Dans cette optique, le 28e numéro de Variations propose d’examiner comment les savoirs scientifiques contribuent et façonnent notre compréhension de la mémoire et de l’environnement, et comment la littérature et la culture, à leur tour, s’approprient ces négociations scientifiques. Nous sollicitions contributions explorant les intersections entre environnement, science et mémoire, à travers des questions telles que : 

Comment les discours scientifiques informent et (re)configurent-ils conceptions de la mémoire et de l’environnement, y compris les notions d'environnements « naturels », « artificiels » ou façonnés par la technologie ?
De quelle manière les sciences humaines proposent-elles des concepts subjectifs d'environnements et d’entourages qui intègrent l’interprétation, la perception et l’expérience – dimensions qui, à leur tour, deviennent pertinentes pour la recherche scientifique ? 
Comment la littérature, la culture et l’art construisent-ils narrativement et sensoriellement les environnements, et en quoi les environnements (ou leur construction) sont-ils liés à la mémoire ? 
Dans quelle mesure la mémoire et la science jouent-elles un rôle dans le contexte de la conservation ? 
Quel rôle jouent la science du climat et la modélisation écologique dans la formation de la mémoire culturelle ?
 Quelles sont les dimensions coloniales et postcoloniales de la mémoire environnementale et de la transformation des paysages et, en particulier, quel rôle le discours scientifique joue-t-il dans la légitimation de l’exploitation et de la transformation des environnements coloniaux ? 
De quelle manière les agents et réseaux non-humains façonnent-ils la mémoire biologique et écologique et, en particulier, les représentations littéraires et culturelles de cette interaction ? 
En quoi les notions du traumatisme, du déplacement et de la mémoire sont-elles pertinentes dans le contexte du changement climatique et de l’effondrement écologique ? 
Les contributions pourront porter sur des textes littéraires, la culture visuelle, la philosophie, les humanités environnementales, les études des sciences et des techniques, ainsi que les études de la mémoire. Nous accueillons aussi bien les réflexions théoriques et méthodologiques que les études de cas et les analyses comparatives. 
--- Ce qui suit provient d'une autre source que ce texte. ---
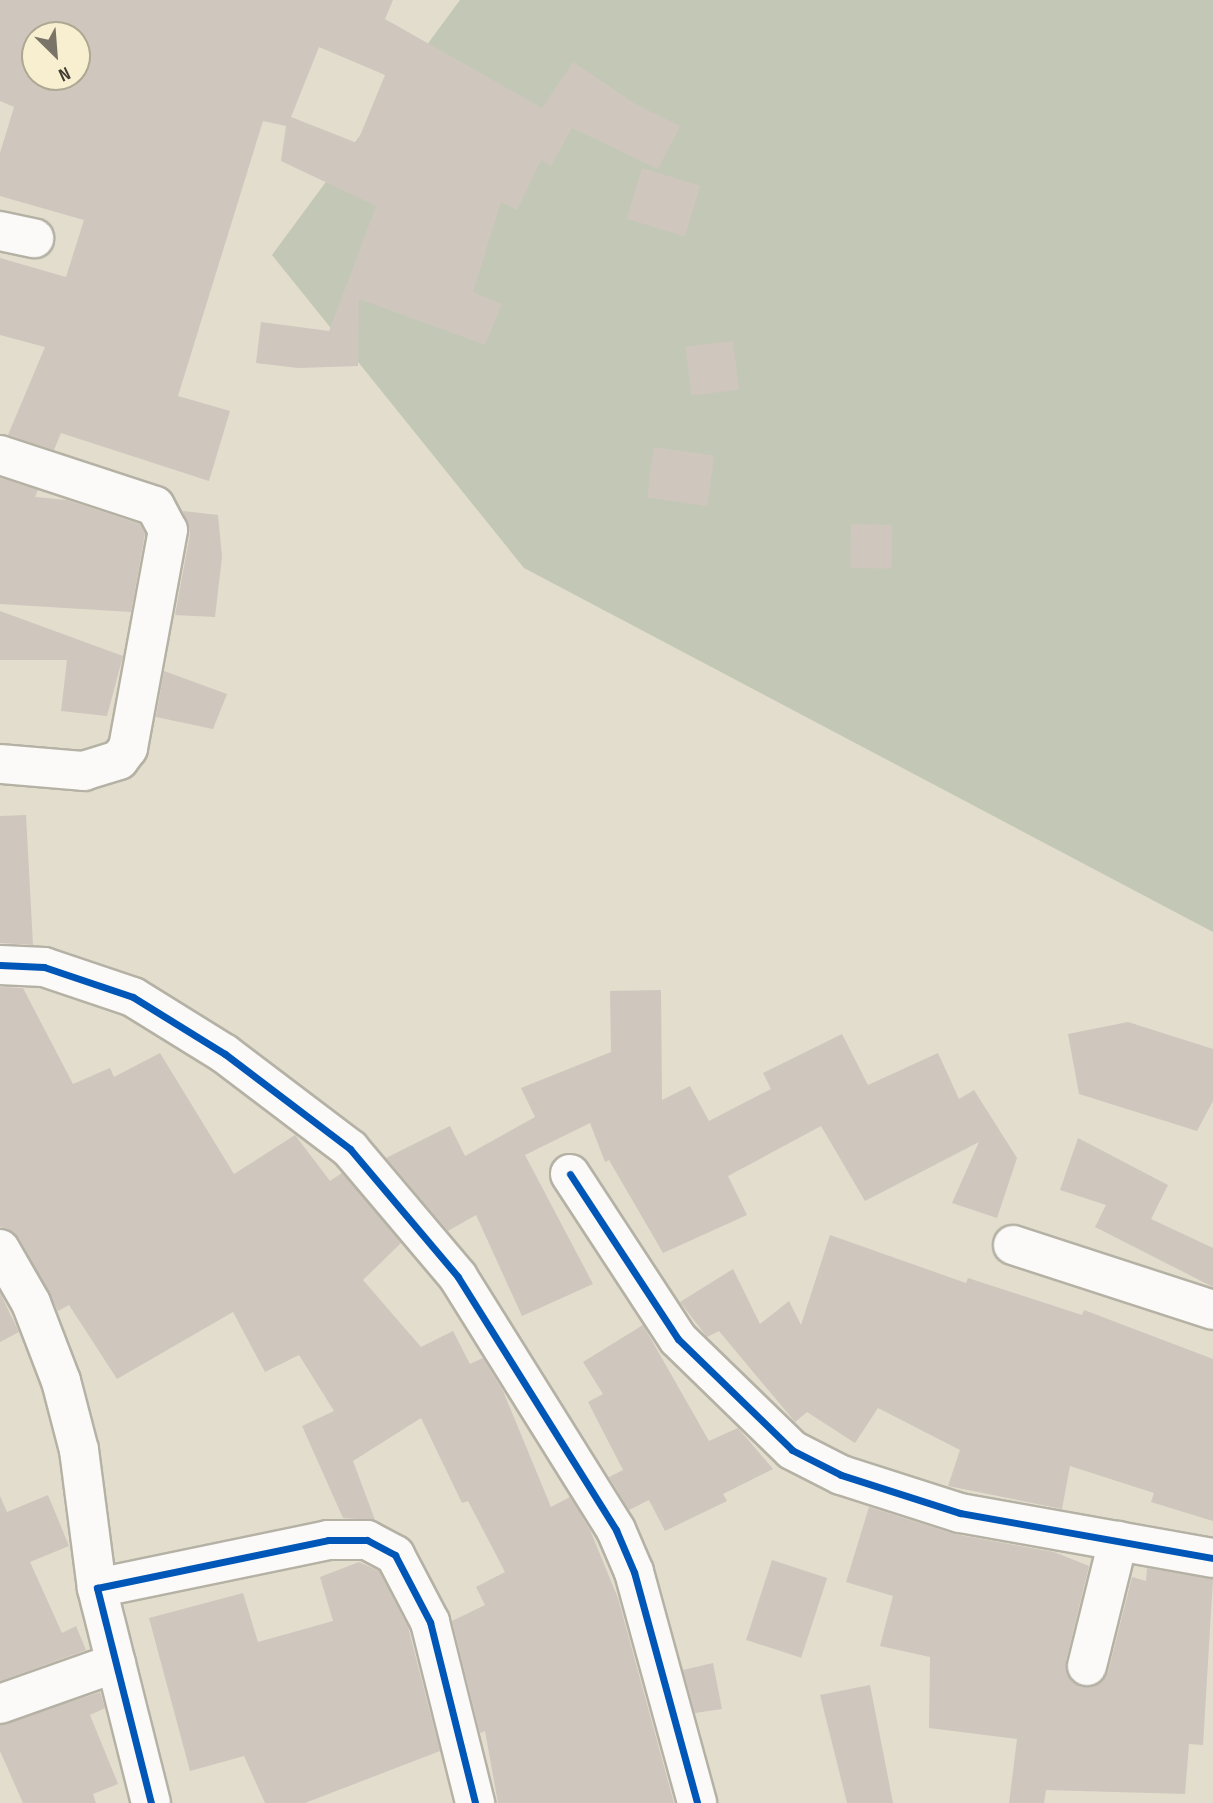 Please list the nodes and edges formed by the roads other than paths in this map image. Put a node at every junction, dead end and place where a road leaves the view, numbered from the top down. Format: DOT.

Les personnes intéressées sont priées de faire parvenir une proposition d’article (300–400 mots) accompagnée d’une brève bio jusqu’au 15 juin 2025 à l’adresse suivante : variations@rom.uzh.ch. L

es contributions (32’000 signes au maximum, notes et espaces compris) peuvent être rédigées en français, en allemand ou en anglais. Le délai de remise des textes est fixé au 1er décembre 2025 (après l’accord de principe de la rédaction, qui interviendra en juillet 2025). 


Bibliographie 

DeLoughrey, Elizabeth M., and George B. Handley, eds. 2011. Postcolonial Ecologies: Literatures of the Environment. Oxford University Press. 
Gülüm, Erol, Paul Leworthy, Justyna Tabaszewska, and Hanna Teichler. 2024. “Memory and Environment.” Memory Studies Review 1 (1): 3–15. https://doi.org/10.1163/29498902-20240007.
Haraway, Donna. 2008. When Species Meet. University of Minnesota Press.
Haskell, David George. 2017. The Songs of Trees: Stories from Nature’s Great Connectors. Penguin Random House.
Horn, Eva, and Hannes Bergthaller. 2020. The Anthropocene: Key Issues for the Humanities. Key Issues in Environment and Sustainability. Routledge.
Nalbantian, Suzanne. 2003. Memory in Literature: From Rousseau to Neuroscience. Palgrave Macmillan.